Records contained in a dataset:
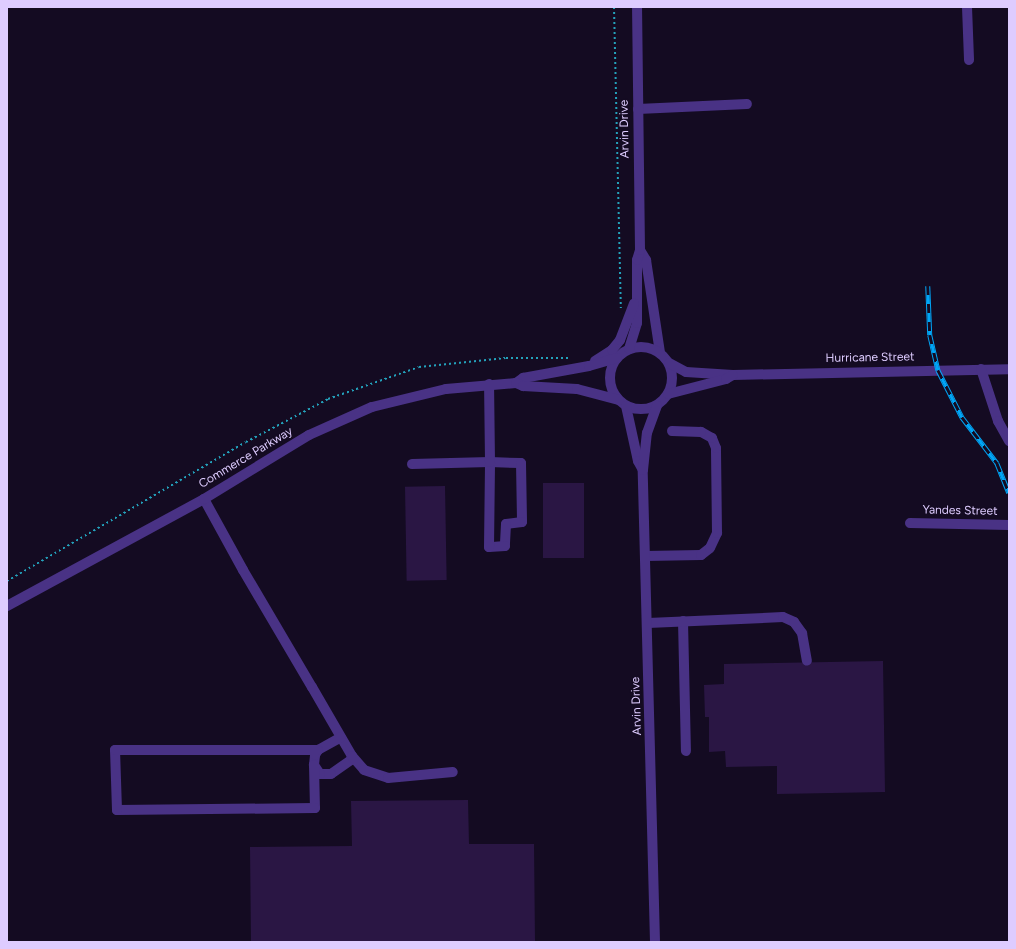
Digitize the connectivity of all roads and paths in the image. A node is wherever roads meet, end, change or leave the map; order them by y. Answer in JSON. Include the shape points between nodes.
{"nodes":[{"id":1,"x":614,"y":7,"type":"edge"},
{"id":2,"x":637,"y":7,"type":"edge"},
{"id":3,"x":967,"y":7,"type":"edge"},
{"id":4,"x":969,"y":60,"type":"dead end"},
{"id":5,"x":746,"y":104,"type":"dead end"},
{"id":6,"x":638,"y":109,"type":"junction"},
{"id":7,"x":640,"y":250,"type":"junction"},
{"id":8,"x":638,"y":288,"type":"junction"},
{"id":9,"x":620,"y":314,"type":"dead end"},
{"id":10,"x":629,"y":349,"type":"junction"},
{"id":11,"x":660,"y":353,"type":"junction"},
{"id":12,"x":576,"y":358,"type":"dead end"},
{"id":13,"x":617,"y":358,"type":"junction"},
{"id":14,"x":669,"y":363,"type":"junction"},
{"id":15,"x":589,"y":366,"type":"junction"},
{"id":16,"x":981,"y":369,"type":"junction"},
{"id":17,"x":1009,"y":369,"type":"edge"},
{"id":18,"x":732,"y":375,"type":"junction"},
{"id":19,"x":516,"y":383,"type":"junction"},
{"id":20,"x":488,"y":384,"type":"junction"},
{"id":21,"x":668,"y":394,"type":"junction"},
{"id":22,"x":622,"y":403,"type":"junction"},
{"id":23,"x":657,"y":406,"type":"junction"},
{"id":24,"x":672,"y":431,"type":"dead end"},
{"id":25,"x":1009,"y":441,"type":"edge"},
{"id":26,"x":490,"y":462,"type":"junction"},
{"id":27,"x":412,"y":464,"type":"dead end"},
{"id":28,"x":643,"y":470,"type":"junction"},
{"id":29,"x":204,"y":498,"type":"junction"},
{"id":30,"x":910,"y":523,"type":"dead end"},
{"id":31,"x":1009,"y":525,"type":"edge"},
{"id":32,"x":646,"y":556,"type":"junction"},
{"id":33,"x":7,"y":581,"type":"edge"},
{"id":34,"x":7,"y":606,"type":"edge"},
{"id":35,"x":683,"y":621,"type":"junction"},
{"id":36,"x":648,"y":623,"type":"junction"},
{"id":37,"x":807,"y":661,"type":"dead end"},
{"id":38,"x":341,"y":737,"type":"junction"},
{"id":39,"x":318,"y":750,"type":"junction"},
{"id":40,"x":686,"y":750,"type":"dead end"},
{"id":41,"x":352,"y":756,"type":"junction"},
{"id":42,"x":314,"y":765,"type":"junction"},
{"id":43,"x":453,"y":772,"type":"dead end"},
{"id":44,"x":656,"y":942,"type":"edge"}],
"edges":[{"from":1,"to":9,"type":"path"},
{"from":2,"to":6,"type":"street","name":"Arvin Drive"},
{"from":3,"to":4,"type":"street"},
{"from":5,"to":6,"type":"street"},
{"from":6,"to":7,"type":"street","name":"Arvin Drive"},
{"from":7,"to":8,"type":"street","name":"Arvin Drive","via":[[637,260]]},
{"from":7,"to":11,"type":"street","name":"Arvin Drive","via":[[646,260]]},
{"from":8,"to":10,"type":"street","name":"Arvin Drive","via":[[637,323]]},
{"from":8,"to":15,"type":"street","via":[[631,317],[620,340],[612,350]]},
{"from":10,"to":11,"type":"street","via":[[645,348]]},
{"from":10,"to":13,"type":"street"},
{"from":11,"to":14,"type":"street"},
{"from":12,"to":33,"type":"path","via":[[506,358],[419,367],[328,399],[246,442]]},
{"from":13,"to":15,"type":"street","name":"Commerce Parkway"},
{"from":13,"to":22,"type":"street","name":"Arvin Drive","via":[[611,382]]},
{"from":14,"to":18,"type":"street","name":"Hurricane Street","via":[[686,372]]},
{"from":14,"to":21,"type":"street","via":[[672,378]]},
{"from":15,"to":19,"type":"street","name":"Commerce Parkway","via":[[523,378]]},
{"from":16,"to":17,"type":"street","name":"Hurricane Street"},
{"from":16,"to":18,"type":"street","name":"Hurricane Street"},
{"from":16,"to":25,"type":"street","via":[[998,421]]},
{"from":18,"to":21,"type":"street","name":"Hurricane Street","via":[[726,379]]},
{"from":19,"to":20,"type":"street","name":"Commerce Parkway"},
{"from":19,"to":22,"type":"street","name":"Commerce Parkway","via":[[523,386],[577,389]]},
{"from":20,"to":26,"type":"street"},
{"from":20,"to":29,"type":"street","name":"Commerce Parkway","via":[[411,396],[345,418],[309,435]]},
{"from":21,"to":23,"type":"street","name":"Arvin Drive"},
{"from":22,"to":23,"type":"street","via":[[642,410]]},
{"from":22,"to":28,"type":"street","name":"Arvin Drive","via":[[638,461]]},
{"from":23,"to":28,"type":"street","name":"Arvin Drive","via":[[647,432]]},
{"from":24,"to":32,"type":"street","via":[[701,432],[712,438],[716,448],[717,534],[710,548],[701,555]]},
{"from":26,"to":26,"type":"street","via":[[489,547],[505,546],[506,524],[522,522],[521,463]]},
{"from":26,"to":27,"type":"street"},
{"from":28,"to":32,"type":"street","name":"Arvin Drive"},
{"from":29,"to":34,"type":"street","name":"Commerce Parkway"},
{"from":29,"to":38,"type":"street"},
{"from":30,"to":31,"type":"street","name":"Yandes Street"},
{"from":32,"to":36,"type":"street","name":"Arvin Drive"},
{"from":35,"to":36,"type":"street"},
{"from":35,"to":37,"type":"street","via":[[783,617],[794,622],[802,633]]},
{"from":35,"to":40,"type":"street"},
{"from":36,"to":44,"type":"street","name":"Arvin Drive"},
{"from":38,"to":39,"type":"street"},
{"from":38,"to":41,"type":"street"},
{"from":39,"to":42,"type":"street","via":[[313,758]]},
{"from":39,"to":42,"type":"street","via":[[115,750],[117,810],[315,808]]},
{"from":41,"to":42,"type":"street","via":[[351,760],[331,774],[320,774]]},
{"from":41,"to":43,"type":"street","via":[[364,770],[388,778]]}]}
---
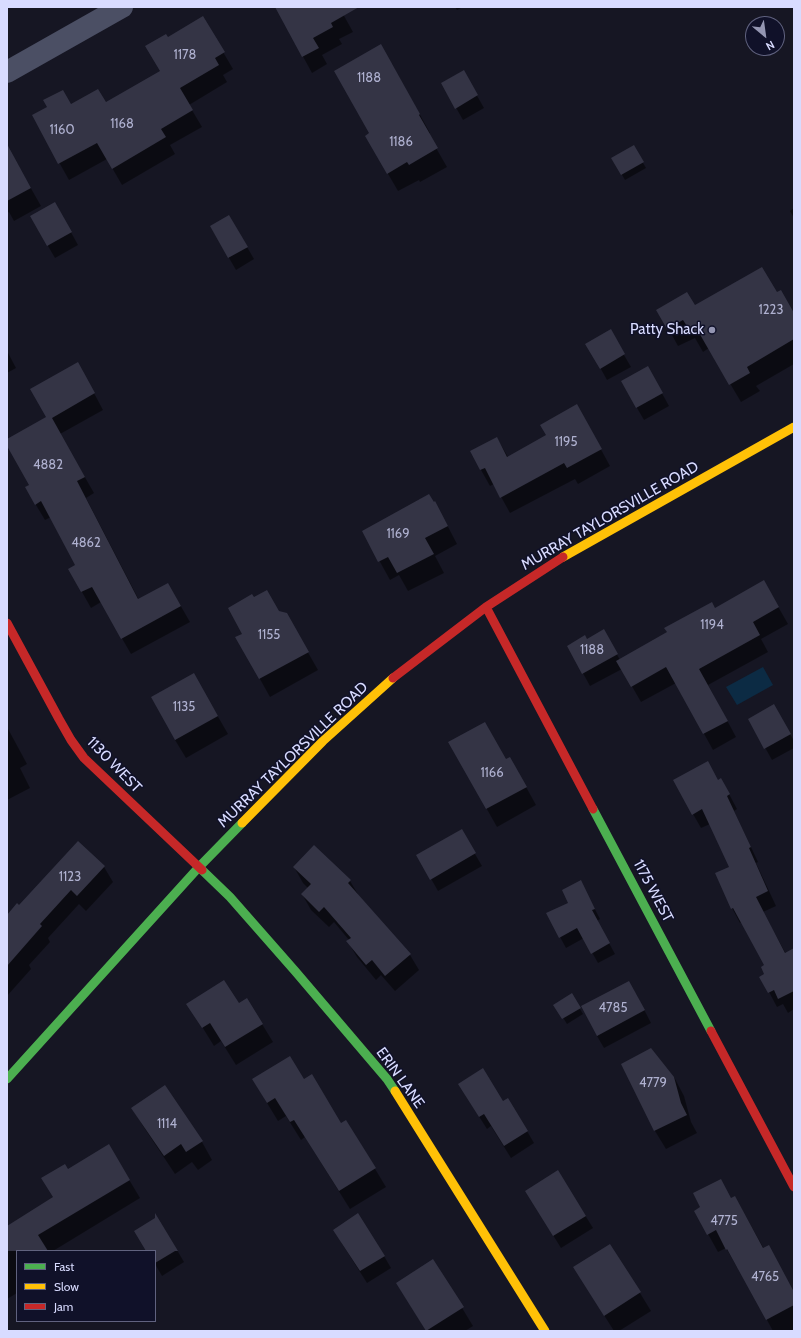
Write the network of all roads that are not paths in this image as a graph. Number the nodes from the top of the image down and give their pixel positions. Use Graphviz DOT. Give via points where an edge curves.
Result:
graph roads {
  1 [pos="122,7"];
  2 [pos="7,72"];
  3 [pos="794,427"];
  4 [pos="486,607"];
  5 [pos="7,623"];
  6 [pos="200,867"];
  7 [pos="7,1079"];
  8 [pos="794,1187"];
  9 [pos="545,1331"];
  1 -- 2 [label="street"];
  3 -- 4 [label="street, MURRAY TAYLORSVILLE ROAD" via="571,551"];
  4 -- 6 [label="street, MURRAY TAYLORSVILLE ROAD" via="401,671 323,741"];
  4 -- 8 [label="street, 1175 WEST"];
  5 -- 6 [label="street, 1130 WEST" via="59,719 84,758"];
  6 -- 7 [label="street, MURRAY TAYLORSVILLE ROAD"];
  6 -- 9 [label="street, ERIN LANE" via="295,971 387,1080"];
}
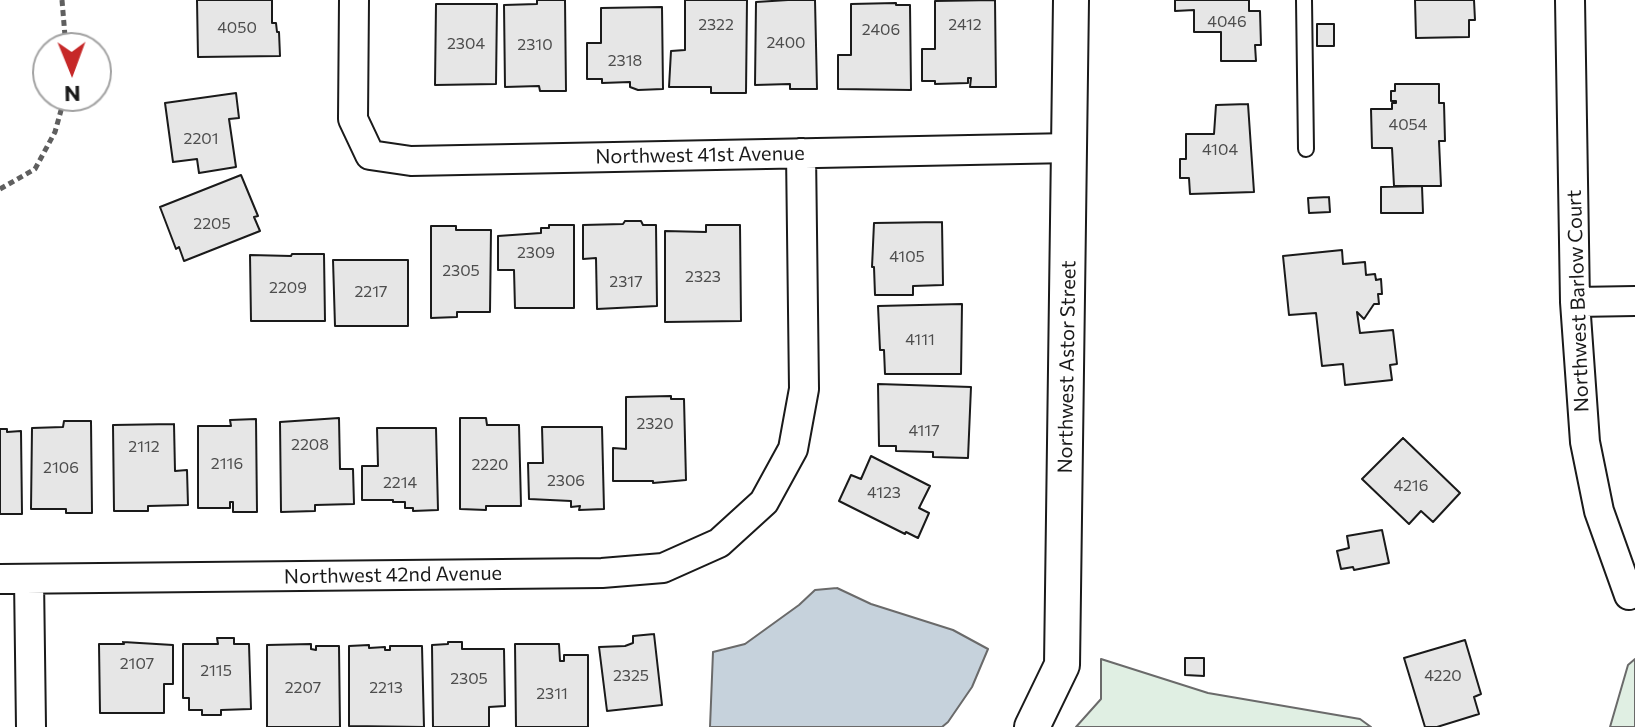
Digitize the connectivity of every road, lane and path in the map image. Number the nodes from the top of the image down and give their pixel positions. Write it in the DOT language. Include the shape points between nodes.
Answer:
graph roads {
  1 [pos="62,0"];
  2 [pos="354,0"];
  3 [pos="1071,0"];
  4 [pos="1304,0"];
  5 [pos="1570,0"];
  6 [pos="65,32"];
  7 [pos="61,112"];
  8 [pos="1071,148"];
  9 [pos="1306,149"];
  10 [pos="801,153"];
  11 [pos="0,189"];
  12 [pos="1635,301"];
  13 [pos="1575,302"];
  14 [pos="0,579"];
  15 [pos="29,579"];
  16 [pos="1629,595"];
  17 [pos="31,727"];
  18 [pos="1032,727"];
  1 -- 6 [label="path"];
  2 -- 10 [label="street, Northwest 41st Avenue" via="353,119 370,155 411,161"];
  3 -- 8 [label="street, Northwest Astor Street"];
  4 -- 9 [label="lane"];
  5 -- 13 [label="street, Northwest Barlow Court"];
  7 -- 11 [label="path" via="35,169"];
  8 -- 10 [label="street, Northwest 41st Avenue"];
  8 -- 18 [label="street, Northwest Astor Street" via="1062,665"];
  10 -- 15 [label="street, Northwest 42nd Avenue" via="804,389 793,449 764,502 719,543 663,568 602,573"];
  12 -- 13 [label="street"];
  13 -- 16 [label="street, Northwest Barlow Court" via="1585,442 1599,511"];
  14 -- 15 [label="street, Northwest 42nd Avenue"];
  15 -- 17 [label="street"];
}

Problem
When a line in the data holds the word "Number", show that line.

Finished task
Write the network of all roads that are not paths in this image as a graph. Number the nodes from the top of the image down and give their pixel positions. Use Graphviz DOT. Give via points where an edge curves.
Digitize the connectivity of every road, lane and path in the map image. Number the nodes from the top of the image down and give their pixel positions. Write it in the DOT language. Include the shape points between nodes.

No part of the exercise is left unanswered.